**TASK INSTRUCTIONS**. Every entry must be transcribed exactly. Pictures are not part of the copy.

*** Opening of PROVIDED RECORDS ***

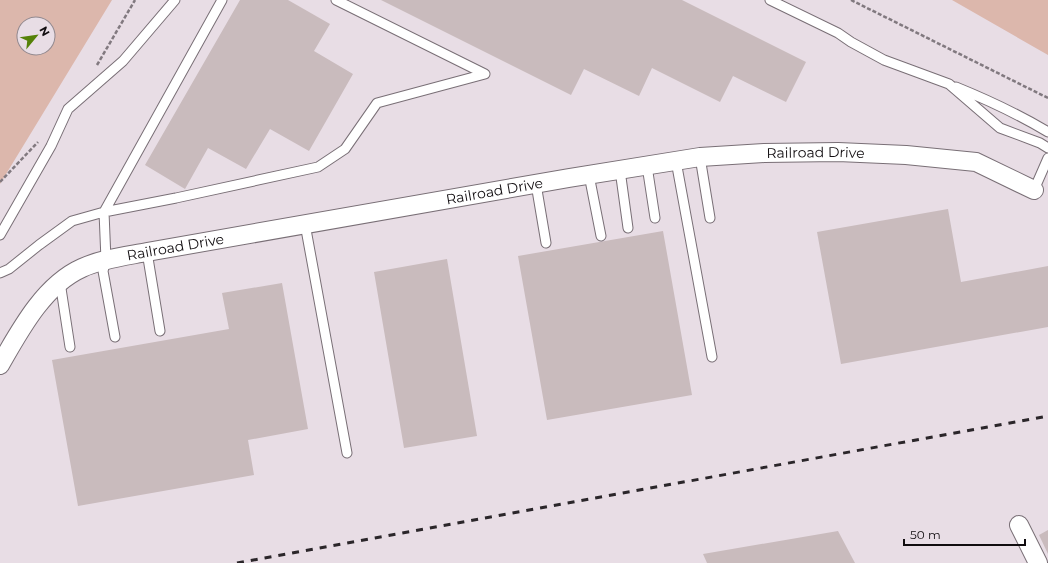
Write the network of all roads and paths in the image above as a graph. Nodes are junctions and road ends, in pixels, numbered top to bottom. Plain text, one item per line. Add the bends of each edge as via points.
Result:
1 (135, 0) edge
2 (175, 0) edge
3 (222, 0) edge
4 (336, 0) edge
5 (770, 0) edge
6 (851, 0) edge
7 (94, 72) dead end
8 (949, 84) junction
9 (1048, 98) edge
10 (1048, 132) edge
11 (42, 138) dead end
12 (1048, 148) edge
13 (700, 157) junction
14 (1048, 158) edge
15 (676, 161) junction
16 (647, 166) junction
17 (620, 170) junction
18 (590, 175) junction
19 (0, 182) edge
20 (536, 184) junction
21 (1034, 190) joint
22 (104, 212) junction
23 (655, 218) dead end
24 (710, 218) dead end
25 (305, 224) junction
26 (628, 228) dead end
27 (0, 235) edge
28 (601, 236) dead end
29 (546, 243) dead end
30 (147, 252) junction
31 (106, 260) junction
32 (0, 273) edge
33 (60, 282) junction
34 (160, 331) dead end
35 (114, 337) dead end
36 (70, 347) dead end
37 (712, 357) dead end
38 (0, 364) edge
39 (347, 453) dead end
40 (1019, 525) dead end
41 (1038, 563) edge

1 - 7 path
2 - 27 lane via 123,62 68,109 51,146
3 - 22 lane
4 - 22 lane via 485,74 377,103 345,149 318,167
5 - 8 lane via 838,33 884,60
6 - 9 path
8 - 10 lane via 1022,116
8 - 12 lane via 1000,128
11 - 19 path
13 - 15 street, Railroad Drive
13 - 21 street, Railroad Drive via 838,152 906,155 976,162
13 - 24 lane
14 - 21 lane
15 - 16 street, Railroad Drive
15 - 37 lane
16 - 17 street, Railroad Drive
16 - 23 lane
17 - 18 street, Railroad Drive
17 - 26 lane
18 - 20 street, Railroad Drive
18 - 28 lane
20 - 25 street, Railroad Drive
20 - 29 lane
22 - 31 lane
22 - 32 lane via 72,220 9,270
25 - 30 street, Railroad Drive
25 - 39 lane
30 - 31 street, Railroad Drive
30 - 34 lane
31 - 33 street, Railroad Drive via 81,268
31 - 35 lane via 103,271
33 - 36 lane
33 - 38 street, Railroad Drive via 41,300
40 - 41 street

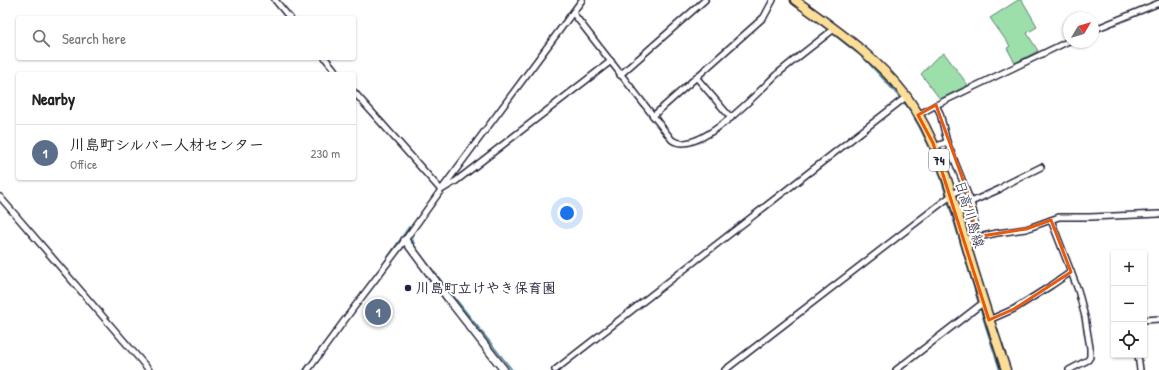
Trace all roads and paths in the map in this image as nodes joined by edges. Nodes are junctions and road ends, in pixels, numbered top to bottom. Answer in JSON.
{"nodes":[{"id":1,"x":275,"y":0,"type":"edge"},
{"id":2,"x":582,"y":0,"type":"edge"},
{"id":3,"x":705,"y":0,"type":"edge"},
{"id":4,"x":773,"y":0,"type":"edge"},
{"id":5,"x":795,"y":0,"type":"edge"},
{"id":6,"x":1159,"y":3,"type":"edge"},
{"id":7,"x":573,"y":13,"type":"junction"},
{"id":8,"x":288,"y":16,"type":"edge"},
{"id":9,"x":1099,"y":28,"type":"edge"},
{"id":10,"x":834,"y":29,"type":"junction"},
{"id":11,"x":1063,"y":44,"type":"edge"},
{"id":12,"x":327,"y":60,"type":"edge"},
{"id":13,"x":611,"y":61,"type":"junction"},
{"id":14,"x":336,"y":72,"type":"edge"},
{"id":15,"x":620,"y":75,"type":"junction"},
{"id":16,"x":696,"y":77,"type":"junction"},
{"id":17,"x":356,"y":94,"type":"edge"},
{"id":18,"x":906,"y":97,"type":"junction"},
{"id":19,"x":936,"y":105,"type":"junction"},
{"id":20,"x":918,"y":115,"type":"junction"},
{"id":21,"x":653,"y":116,"type":"junction"},
{"id":22,"x":731,"y":118,"type":"junction"},
{"id":23,"x":947,"y":142,"type":"junction"},
{"id":24,"x":934,"y":147,"type":"junction"},
{"id":25,"x":1041,"y":167,"type":"dead end"},
{"id":26,"x":965,"y":189,"type":"junction"},
{"id":27,"x":441,"y":190,"type":"junction"},
{"id":28,"x":952,"y":195,"type":"junction"},
{"id":29,"x":0,"y":197,"type":"edge"},
{"id":30,"x":971,"y":202,"type":"junction"},
{"id":31,"x":1159,"y":214,"type":"edge"},
{"id":32,"x":1051,"y":220,"type":"junction"},
{"id":33,"x":975,"y":237,"type":"junction"},
{"id":34,"x":405,"y":240,"type":"junction"},
{"id":35,"x":965,"y":240,"type":"junction"},
{"id":36,"x":1071,"y":272,"type":"junction"},
{"id":37,"x":984,"y":302,"type":"junction"},
{"id":38,"x":1159,"y":319,"type":"edge"},
{"id":39,"x":989,"y":320,"type":"junction"},
{"id":40,"x":1147,"y":320,"type":"edge"},
{"id":41,"x":1138,"y":358,"type":"edge"},
{"id":42,"x":149,"y":370,"type":"edge"},
{"id":43,"x":308,"y":370,"type":"edge"},
{"id":44,"x":504,"y":370,"type":"edge"},
{"id":45,"x":555,"y":370,"type":"edge"},
{"id":46,"x":725,"y":370,"type":"edge"},
{"id":47,"x":896,"y":370,"type":"edge"},
{"id":48,"x":1006,"y":370,"type":"edge"},
{"id":49,"x":1068,"y":370,"type":"edge"},
{"id":50,"x":1140,"y":370,"type":"edge"}],
"edges":[{"from":1,"to":8,"type":"street"},
{"from":2,"to":7,"type":"street"},
{"from":3,"to":15,"type":"street"},
{"from":4,"to":16,"type":"street"},
{"from":5,"to":10,"type":"main road","name":"日高川島線","number":"74"},
{"from":6,"to":9,"type":"street"},
{"from":7,"to":13,"type":"street"},
{"from":7,"to":27,"type":"street"},
{"from":10,"to":18,"type":"main road","name":"日高川島線","number":"74"},
{"from":10,"to":22,"type":"street"},
{"from":11,"to":19,"type":"street"},
{"from":12,"to":14,"type":"street"},
{"from":13,"to":15,"type":"street"},
{"from":13,"to":27,"type":"street"},
{"from":15,"to":21,"type":"street"},
{"from":16,"to":21,"type":"street"},
{"from":16,"to":22,"type":"street"},
{"from":17,"to":27,"type":"street"},
{"from":18,"to":20,"type":"main road","name":"日高川島線","number":"74"},
{"from":18,"to":45,"type":"street"},
{"from":19,"to":20,"type":"street"},
{"from":19,"to":23,"type":"street"},
{"from":20,"to":24,"type":"main road","name":"日高川島線","number":"74"},
{"from":21,"to":22,"type":"street"},
{"from":23,"to":24,"type":"street"},
{"from":23,"to":26,"type":"street"},
{"from":24,"to":28,"type":"main road","name":"日高川島線","number":"74"},
{"from":25,"to":30,"type":"street"},
{"from":26,"to":28,"type":"street"},
{"from":26,"to":30,"type":"street"},
{"from":27,"to":34,"type":"street"},
{"from":28,"to":35,"type":"main road","name":"日高川島線","number":"74"},
{"from":28,"to":46,"type":"street"},
{"from":29,"to":42,"type":"street"},
{"from":30,"to":33,"type":"street"},
{"from":31,"to":32,"type":"street"},
{"from":32,"to":33,"type":"street"},
{"from":32,"to":36,"type":"street"},
{"from":33,"to":35,"type":"street"},
{"from":34,"to":43,"type":"street"},
{"from":34,"to":44,"type":"street"},
{"from":35,"to":37,"type":"main road","name":"日高川島線","number":"74"},
{"from":36,"to":39,"type":"street"},
{"from":36,"to":49,"type":"street"},
{"from":37,"to":39,"type":"main road","name":"日高川島線","number":"74"},
{"from":37,"to":47,"type":"street"},
{"from":38,"to":40,"type":"street"},
{"from":39,"to":48,"type":"main road","name":"日高川島線","number":"74"},
{"from":41,"to":50,"type":"street"}]}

*** Close of PROVIDED RECORDS ***

**SOLUTION TO THE EXERCISE**.
Write the network of all roads and paths in the image above as a graph. Nodes are junctions and road ends, in pixels, numbered top to bottom. Plain text, one item per line. Add the bends of each edge as via points.
Result:
1 (135, 0) edge
2 (175, 0) edge
3 (222, 0) edge
4 (336, 0) edge
5 (770, 0) edge
6 (851, 0) edge
7 (94, 72) dead end
8 (949, 84) junction
9 (1048, 98) edge
10 (1048, 132) edge
11 (42, 138) dead end
12 (1048, 148) edge
13 (700, 157) junction
14 (1048, 158) edge
15 (676, 161) junction
16 (647, 166) junction
17 (620, 170) junction
18 (590, 175) junction
19 (0, 182) edge
20 (536, 184) junction
21 (1034, 190) joint
22 (104, 212) junction
23 (655, 218) dead end
24 (710, 218) dead end
25 (305, 224) junction
26 (628, 228) dead end
27 (0, 235) edge
28 (601, 236) dead end
29 (546, 243) dead end
30 (147, 252) junction
31 (106, 260) junction
32 (0, 273) edge
33 (60, 282) junction
34 (160, 331) dead end
35 (114, 337) dead end
36 (70, 347) dead end
37 (712, 357) dead end
38 (0, 364) edge
39 (347, 453) dead end
40 (1019, 525) dead end
41 (1038, 563) edge

1 - 7 path
2 - 27 lane via 123,62 68,109 51,146
3 - 22 lane
4 - 22 lane via 485,74 377,103 345,149 318,167
5 - 8 lane via 838,33 884,60
6 - 9 path
8 - 10 lane via 1022,116
8 - 12 lane via 1000,128
11 - 19 path
13 - 15 street, Railroad Drive
13 - 21 street, Railroad Drive via 838,152 906,155 976,162
13 - 24 lane
14 - 21 lane
15 - 16 street, Railroad Drive
15 - 37 lane
16 - 17 street, Railroad Drive
16 - 23 lane
17 - 18 street, Railroad Drive
17 - 26 lane
18 - 20 street, Railroad Drive
18 - 28 lane
20 - 25 street, Railroad Drive
20 - 29 lane
22 - 31 lane
22 - 32 lane via 72,220 9,270
25 - 30 street, Railroad Drive
25 - 39 lane
30 - 31 street, Railroad Drive
30 - 34 lane
31 - 33 street, Railroad Drive via 81,268
31 - 35 lane via 103,271
33 - 36 lane
33 - 38 street, Railroad Drive via 41,300
40 - 41 street

Trace all roads and paths in the map in this image as nodes joined by edges. Nodes are junctions and road ends, in pixels, numbered top to bottom. Answer in JSON.
{"nodes":[{"id":1,"x":275,"y":0,"type":"edge"},
{"id":2,"x":582,"y":0,"type":"edge"},
{"id":3,"x":705,"y":0,"type":"edge"},
{"id":4,"x":773,"y":0,"type":"edge"},
{"id":5,"x":795,"y":0,"type":"edge"},
{"id":6,"x":1159,"y":3,"type":"edge"},
{"id":7,"x":573,"y":13,"type":"junction"},
{"id":8,"x":288,"y":16,"type":"edge"},
{"id":9,"x":1099,"y":28,"type":"edge"},
{"id":10,"x":834,"y":29,"type":"junction"},
{"id":11,"x":1063,"y":44,"type":"edge"},
{"id":12,"x":327,"y":60,"type":"edge"},
{"id":13,"x":611,"y":61,"type":"junction"},
{"id":14,"x":336,"y":72,"type":"edge"},
{"id":15,"x":620,"y":75,"type":"junction"},
{"id":16,"x":696,"y":77,"type":"junction"},
{"id":17,"x":356,"y":94,"type":"edge"},
{"id":18,"x":906,"y":97,"type":"junction"},
{"id":19,"x":936,"y":105,"type":"junction"},
{"id":20,"x":918,"y":115,"type":"junction"},
{"id":21,"x":653,"y":116,"type":"junction"},
{"id":22,"x":731,"y":118,"type":"junction"},
{"id":23,"x":947,"y":142,"type":"junction"},
{"id":24,"x":934,"y":147,"type":"junction"},
{"id":25,"x":1041,"y":167,"type":"dead end"},
{"id":26,"x":965,"y":189,"type":"junction"},
{"id":27,"x":441,"y":190,"type":"junction"},
{"id":28,"x":952,"y":195,"type":"junction"},
{"id":29,"x":0,"y":197,"type":"edge"},
{"id":30,"x":971,"y":202,"type":"junction"},
{"id":31,"x":1159,"y":214,"type":"edge"},
{"id":32,"x":1051,"y":220,"type":"junction"},
{"id":33,"x":975,"y":237,"type":"junction"},
{"id":34,"x":405,"y":240,"type":"junction"},
{"id":35,"x":965,"y":240,"type":"junction"},
{"id":36,"x":1071,"y":272,"type":"junction"},
{"id":37,"x":984,"y":302,"type":"junction"},
{"id":38,"x":1159,"y":319,"type":"edge"},
{"id":39,"x":989,"y":320,"type":"junction"},
{"id":40,"x":1147,"y":320,"type":"edge"},
{"id":41,"x":1138,"y":358,"type":"edge"},
{"id":42,"x":149,"y":370,"type":"edge"},
{"id":43,"x":308,"y":370,"type":"edge"},
{"id":44,"x":504,"y":370,"type":"edge"},
{"id":45,"x":555,"y":370,"type":"edge"},
{"id":46,"x":725,"y":370,"type":"edge"},
{"id":47,"x":896,"y":370,"type":"edge"},
{"id":48,"x":1006,"y":370,"type":"edge"},
{"id":49,"x":1068,"y":370,"type":"edge"},
{"id":50,"x":1140,"y":370,"type":"edge"}],
"edges":[{"from":1,"to":8,"type":"street"},
{"from":2,"to":7,"type":"street"},
{"from":3,"to":15,"type":"street"},
{"from":4,"to":16,"type":"street"},
{"from":5,"to":10,"type":"main road","name":"日高川島線","number":"74"},
{"from":6,"to":9,"type":"street"},
{"from":7,"to":13,"type":"street"},
{"from":7,"to":27,"type":"street"},
{"from":10,"to":18,"type":"main road","name":"日高川島線","number":"74"},
{"from":10,"to":22,"type":"street"},
{"from":11,"to":19,"type":"street"},
{"from":12,"to":14,"type":"street"},
{"from":13,"to":15,"type":"street"},
{"from":13,"to":27,"type":"street"},
{"from":15,"to":21,"type":"street"},
{"from":16,"to":21,"type":"street"},
{"from":16,"to":22,"type":"street"},
{"from":17,"to":27,"type":"street"},
{"from":18,"to":20,"type":"main road","name":"日高川島線","number":"74"},
{"from":18,"to":45,"type":"street"},
{"from":19,"to":20,"type":"street"},
{"from":19,"to":23,"type":"street"},
{"from":20,"to":24,"type":"main road","name":"日高川島線","number":"74"},
{"from":21,"to":22,"type":"street"},
{"from":23,"to":24,"type":"street"},
{"from":23,"to":26,"type":"street"},
{"from":24,"to":28,"type":"main road","name":"日高川島線","number":"74"},
{"from":25,"to":30,"type":"street"},
{"from":26,"to":28,"type":"street"},
{"from":26,"to":30,"type":"street"},
{"from":27,"to":34,"type":"street"},
{"from":28,"to":35,"type":"main road","name":"日高川島線","number":"74"},
{"from":28,"to":46,"type":"street"},
{"from":29,"to":42,"type":"street"},
{"from":30,"to":33,"type":"street"},
{"from":31,"to":32,"type":"street"},
{"from":32,"to":33,"type":"street"},
{"from":32,"to":36,"type":"street"},
{"from":33,"to":35,"type":"street"},
{"from":34,"to":43,"type":"street"},
{"from":34,"to":44,"type":"street"},
{"from":35,"to":37,"type":"main road","name":"日高川島線","number":"74"},
{"from":36,"to":39,"type":"street"},
{"from":36,"to":49,"type":"street"},
{"from":37,"to":39,"type":"main road","name":"日高川島線","number":"74"},
{"from":37,"to":47,"type":"street"},
{"from":38,"to":40,"type":"street"},
{"from":39,"to":48,"type":"main road","name":"日高川島線","number":"74"},
{"from":41,"to":50,"type":"street"}]}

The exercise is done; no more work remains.